→ **Task to complete**: Work out how many lines in the listing below carry the word "Roggiero". Give that number alone.

◇ ◇ ◇ ◇ ◇

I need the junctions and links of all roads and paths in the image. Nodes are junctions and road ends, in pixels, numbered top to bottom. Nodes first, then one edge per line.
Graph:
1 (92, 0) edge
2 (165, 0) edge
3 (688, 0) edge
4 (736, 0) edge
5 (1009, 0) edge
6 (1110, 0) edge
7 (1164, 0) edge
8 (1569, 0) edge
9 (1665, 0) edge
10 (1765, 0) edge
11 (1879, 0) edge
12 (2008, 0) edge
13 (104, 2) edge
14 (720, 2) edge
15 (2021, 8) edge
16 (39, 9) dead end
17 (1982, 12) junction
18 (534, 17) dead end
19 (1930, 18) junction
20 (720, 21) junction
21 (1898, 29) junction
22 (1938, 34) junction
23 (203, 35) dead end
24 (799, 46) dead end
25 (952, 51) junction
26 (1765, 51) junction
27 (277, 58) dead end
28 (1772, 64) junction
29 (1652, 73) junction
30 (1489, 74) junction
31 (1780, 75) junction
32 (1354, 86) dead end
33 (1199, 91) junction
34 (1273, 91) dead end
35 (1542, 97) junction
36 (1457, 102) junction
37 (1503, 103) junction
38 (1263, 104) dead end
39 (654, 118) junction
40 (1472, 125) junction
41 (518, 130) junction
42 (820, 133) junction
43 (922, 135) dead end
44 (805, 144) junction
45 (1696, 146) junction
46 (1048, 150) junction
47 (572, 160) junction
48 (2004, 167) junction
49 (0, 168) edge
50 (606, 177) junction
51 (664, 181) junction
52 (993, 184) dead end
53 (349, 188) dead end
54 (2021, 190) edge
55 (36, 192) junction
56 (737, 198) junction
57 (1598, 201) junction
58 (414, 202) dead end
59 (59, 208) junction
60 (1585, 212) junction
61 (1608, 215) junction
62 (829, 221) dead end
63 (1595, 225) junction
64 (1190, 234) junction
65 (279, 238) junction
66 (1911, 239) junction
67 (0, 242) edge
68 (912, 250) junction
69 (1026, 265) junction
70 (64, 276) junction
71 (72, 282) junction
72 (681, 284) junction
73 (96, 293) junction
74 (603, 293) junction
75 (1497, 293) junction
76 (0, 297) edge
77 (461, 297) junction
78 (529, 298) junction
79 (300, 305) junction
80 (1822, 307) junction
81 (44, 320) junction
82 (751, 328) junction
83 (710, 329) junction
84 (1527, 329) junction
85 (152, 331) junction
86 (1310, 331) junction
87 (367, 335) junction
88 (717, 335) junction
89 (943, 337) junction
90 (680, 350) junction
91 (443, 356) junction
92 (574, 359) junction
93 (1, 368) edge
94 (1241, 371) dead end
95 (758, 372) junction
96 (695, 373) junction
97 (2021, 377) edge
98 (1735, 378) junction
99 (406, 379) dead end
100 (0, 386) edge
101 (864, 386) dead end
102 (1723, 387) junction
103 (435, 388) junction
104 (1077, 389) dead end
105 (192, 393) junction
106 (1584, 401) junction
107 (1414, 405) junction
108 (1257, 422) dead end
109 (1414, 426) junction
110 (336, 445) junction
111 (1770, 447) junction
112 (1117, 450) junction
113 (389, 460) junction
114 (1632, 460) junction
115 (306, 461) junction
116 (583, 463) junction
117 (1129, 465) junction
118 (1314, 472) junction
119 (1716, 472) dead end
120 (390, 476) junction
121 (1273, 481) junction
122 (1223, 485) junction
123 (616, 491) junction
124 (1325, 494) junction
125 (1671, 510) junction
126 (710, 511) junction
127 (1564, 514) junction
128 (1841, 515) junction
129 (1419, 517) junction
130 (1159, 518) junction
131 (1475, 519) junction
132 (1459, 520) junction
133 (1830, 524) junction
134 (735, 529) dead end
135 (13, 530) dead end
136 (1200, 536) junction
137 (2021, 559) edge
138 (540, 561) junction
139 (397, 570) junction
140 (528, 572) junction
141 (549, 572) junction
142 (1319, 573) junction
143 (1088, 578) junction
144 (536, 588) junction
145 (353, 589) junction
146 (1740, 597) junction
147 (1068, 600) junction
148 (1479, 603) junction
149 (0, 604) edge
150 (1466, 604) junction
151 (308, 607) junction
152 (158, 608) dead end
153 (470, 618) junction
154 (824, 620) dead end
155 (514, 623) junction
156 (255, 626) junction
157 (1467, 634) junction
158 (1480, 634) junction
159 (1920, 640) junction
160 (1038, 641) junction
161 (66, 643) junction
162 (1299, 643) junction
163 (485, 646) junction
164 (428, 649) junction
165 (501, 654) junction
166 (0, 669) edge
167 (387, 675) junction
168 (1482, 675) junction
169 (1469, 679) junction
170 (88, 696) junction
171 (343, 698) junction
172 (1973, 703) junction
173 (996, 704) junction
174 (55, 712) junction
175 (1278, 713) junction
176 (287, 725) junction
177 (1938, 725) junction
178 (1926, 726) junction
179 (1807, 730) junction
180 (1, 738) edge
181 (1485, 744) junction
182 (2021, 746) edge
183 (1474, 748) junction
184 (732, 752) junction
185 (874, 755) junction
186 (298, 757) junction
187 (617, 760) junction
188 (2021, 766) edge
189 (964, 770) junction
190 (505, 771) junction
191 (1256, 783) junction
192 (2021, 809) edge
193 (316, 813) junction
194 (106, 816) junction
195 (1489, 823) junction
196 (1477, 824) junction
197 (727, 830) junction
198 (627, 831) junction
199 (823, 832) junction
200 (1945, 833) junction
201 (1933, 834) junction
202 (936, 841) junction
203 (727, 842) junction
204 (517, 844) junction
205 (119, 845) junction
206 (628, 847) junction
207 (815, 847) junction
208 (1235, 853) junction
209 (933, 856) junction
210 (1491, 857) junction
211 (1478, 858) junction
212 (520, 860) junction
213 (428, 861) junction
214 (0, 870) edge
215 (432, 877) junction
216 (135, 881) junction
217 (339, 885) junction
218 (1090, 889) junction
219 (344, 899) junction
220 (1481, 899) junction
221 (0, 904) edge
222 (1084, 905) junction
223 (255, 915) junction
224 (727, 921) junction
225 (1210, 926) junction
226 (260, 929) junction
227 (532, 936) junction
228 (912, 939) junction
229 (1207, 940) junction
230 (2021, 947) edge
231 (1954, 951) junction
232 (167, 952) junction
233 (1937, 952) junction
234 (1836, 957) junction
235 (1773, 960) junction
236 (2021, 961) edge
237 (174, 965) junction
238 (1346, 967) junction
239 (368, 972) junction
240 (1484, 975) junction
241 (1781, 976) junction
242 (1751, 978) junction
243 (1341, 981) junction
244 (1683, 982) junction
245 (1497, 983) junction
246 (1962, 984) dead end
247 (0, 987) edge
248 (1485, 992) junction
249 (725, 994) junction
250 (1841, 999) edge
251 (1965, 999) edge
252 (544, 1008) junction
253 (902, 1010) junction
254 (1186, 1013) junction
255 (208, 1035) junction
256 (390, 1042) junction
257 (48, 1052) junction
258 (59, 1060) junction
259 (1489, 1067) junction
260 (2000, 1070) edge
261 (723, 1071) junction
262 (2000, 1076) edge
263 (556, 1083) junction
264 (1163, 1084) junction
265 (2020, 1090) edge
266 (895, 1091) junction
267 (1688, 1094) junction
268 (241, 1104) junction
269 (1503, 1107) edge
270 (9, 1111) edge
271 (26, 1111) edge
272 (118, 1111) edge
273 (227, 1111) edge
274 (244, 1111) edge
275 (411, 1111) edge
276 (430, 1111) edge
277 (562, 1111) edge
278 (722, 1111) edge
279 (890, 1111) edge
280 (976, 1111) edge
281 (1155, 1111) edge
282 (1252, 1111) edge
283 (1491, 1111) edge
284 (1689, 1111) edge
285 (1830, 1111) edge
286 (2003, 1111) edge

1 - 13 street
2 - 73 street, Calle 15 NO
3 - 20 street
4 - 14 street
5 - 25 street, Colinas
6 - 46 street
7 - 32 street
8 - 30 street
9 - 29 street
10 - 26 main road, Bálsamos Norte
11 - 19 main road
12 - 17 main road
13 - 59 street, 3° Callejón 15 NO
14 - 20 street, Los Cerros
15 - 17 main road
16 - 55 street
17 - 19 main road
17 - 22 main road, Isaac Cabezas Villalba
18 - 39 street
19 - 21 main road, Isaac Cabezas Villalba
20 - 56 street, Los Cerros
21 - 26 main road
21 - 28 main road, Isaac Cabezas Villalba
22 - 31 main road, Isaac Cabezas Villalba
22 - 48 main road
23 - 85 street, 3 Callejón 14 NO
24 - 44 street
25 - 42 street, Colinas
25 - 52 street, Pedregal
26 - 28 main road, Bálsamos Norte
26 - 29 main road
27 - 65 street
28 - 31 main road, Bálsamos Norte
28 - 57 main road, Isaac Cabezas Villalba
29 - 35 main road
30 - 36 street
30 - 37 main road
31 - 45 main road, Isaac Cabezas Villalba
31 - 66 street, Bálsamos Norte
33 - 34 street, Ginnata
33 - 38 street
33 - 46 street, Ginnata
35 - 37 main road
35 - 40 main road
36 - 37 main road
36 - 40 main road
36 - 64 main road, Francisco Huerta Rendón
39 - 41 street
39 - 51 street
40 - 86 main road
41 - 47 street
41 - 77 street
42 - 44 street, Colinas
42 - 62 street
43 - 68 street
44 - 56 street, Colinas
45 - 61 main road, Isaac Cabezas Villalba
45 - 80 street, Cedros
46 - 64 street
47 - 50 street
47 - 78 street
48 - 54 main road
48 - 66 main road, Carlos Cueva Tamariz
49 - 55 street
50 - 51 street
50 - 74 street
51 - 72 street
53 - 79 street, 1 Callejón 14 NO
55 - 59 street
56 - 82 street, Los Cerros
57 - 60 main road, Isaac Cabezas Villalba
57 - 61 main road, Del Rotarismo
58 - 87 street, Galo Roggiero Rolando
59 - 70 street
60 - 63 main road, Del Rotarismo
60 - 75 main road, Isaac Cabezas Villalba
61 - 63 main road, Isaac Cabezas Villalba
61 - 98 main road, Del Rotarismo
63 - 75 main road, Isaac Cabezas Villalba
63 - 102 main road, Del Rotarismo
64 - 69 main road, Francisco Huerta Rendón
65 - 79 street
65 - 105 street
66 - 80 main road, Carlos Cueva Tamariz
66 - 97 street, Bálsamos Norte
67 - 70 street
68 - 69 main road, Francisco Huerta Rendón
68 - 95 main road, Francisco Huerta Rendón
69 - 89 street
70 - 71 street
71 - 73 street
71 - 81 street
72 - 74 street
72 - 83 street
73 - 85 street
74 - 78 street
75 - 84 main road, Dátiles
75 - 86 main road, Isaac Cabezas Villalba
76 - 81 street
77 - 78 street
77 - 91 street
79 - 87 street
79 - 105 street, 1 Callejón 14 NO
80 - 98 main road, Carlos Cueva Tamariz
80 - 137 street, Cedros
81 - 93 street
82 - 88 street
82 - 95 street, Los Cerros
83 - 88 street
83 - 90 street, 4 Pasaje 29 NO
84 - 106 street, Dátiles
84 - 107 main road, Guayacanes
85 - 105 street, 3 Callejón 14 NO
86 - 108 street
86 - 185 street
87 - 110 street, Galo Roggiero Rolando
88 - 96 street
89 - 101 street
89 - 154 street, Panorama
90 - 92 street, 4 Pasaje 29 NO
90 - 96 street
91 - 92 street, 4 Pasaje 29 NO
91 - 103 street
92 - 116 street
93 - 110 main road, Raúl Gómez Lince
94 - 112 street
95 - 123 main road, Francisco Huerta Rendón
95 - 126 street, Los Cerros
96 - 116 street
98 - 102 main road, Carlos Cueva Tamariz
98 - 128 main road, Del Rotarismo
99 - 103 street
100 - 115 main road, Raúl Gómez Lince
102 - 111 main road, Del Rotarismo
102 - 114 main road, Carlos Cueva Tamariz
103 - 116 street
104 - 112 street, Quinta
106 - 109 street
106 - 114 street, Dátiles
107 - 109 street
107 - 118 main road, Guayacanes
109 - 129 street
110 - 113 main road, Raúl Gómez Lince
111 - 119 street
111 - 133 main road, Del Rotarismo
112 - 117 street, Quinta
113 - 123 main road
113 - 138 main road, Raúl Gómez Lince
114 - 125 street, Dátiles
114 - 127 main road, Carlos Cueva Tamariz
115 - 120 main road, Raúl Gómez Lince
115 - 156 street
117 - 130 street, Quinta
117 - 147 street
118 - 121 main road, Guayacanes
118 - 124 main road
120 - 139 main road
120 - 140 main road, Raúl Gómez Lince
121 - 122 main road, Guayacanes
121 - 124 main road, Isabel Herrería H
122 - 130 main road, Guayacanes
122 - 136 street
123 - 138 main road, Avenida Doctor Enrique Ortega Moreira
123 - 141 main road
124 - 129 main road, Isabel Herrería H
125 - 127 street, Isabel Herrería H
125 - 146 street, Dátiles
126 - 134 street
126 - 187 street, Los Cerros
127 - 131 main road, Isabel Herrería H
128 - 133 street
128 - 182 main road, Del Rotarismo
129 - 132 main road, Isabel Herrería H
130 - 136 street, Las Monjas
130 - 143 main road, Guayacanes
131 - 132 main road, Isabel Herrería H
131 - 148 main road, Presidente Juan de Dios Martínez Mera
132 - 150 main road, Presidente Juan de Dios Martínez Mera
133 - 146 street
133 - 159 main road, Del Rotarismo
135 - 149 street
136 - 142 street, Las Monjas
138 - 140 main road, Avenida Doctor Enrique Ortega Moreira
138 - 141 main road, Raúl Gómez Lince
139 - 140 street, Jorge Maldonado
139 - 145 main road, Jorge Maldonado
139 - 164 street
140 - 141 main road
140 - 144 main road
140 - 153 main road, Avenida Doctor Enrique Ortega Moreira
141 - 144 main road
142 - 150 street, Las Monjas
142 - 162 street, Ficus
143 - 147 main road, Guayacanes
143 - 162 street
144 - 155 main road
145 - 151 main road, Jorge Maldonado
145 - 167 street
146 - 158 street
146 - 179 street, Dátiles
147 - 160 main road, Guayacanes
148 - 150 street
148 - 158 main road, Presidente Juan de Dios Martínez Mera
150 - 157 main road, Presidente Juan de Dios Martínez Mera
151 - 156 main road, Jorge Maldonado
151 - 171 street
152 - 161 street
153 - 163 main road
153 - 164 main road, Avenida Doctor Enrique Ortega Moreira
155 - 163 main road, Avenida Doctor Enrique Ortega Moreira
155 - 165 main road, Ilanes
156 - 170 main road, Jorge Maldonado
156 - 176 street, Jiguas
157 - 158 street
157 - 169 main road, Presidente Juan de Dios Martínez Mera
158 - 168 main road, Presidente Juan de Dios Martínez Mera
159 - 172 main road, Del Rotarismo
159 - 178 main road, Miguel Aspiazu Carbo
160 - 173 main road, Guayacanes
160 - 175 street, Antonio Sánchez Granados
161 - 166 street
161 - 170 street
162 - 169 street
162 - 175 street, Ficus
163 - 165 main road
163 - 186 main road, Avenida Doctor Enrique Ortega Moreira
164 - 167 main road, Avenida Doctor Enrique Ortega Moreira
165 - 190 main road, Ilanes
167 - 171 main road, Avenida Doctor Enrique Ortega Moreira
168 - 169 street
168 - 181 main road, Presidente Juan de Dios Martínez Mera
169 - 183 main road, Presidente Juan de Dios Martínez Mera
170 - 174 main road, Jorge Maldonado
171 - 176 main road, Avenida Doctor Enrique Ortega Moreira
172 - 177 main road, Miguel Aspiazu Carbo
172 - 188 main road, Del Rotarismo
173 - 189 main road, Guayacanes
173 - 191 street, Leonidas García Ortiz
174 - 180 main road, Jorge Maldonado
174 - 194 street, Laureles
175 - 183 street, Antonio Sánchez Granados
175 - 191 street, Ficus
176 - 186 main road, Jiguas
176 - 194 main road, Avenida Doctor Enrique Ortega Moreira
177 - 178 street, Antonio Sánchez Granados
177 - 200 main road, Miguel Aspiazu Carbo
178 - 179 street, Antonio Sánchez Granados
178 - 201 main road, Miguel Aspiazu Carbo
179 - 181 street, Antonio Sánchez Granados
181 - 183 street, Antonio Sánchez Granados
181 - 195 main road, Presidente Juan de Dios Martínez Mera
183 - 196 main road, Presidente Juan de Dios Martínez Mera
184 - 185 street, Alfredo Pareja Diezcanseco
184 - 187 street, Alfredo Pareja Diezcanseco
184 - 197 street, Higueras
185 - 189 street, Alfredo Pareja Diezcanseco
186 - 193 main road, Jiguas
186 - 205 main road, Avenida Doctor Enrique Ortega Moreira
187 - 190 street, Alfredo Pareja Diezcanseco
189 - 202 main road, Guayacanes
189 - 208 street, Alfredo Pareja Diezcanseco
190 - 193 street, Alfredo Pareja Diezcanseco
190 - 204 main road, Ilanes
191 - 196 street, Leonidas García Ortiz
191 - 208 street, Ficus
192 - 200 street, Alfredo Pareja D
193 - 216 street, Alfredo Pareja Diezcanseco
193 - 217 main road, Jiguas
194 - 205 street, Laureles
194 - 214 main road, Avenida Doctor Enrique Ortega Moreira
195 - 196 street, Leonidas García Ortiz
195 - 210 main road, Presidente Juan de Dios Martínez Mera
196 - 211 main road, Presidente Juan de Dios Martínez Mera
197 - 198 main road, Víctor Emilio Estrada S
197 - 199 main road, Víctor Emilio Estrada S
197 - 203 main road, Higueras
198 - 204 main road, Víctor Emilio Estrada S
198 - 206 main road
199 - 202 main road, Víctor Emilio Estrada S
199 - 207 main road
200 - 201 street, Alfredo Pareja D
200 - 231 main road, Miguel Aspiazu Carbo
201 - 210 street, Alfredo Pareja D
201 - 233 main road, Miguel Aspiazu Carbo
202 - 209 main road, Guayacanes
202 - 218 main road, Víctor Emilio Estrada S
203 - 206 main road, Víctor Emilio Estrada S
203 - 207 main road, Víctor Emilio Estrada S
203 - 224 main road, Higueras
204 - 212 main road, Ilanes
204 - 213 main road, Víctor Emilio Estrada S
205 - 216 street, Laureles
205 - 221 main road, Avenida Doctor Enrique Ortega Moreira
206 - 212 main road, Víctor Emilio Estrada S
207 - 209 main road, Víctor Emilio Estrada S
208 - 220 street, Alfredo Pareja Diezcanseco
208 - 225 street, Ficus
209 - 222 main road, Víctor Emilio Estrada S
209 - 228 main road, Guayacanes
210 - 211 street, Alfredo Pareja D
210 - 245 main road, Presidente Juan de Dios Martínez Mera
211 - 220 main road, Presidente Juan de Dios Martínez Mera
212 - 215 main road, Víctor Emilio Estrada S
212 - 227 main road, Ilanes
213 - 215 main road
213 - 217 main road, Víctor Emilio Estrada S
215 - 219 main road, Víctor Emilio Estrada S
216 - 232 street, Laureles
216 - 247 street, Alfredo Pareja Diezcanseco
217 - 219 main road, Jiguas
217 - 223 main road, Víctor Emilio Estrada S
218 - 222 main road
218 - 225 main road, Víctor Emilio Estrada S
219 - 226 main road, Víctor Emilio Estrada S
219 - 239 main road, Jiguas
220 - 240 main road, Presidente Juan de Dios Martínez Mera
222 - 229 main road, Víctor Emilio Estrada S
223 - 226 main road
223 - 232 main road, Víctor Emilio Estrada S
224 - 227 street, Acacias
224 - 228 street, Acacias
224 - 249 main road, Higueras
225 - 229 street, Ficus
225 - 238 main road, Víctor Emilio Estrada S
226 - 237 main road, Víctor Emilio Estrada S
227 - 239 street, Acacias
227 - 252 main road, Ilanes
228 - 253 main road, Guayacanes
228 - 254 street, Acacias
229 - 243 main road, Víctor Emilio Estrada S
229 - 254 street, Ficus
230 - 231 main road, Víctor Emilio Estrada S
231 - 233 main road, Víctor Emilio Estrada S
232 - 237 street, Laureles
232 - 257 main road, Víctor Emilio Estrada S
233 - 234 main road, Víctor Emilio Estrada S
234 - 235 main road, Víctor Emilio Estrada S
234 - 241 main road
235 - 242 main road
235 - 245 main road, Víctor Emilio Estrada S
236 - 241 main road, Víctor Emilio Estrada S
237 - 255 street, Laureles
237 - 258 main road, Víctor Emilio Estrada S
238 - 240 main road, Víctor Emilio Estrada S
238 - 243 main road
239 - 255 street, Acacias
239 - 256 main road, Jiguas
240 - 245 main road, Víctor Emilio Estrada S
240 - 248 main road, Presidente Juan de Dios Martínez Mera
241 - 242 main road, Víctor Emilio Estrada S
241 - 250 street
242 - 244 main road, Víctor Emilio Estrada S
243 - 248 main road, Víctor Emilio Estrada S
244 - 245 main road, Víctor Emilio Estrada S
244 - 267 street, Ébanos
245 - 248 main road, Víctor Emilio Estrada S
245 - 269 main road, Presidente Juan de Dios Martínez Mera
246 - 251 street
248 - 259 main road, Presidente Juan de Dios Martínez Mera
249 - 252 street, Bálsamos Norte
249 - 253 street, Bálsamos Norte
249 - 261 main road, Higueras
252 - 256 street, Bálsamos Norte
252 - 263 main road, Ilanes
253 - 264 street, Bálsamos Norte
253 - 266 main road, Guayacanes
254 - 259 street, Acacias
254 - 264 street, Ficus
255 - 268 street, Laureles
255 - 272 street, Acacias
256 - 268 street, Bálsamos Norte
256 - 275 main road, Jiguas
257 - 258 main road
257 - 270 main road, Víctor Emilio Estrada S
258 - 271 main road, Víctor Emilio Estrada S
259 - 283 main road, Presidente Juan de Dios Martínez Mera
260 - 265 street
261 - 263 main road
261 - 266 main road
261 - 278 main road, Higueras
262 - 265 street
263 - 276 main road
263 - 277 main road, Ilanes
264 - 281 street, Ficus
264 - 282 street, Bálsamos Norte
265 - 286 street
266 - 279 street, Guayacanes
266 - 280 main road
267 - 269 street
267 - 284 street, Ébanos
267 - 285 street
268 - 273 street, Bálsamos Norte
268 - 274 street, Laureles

◇ ◇ ◇ ◇ ◇

→ **Expected output**: 2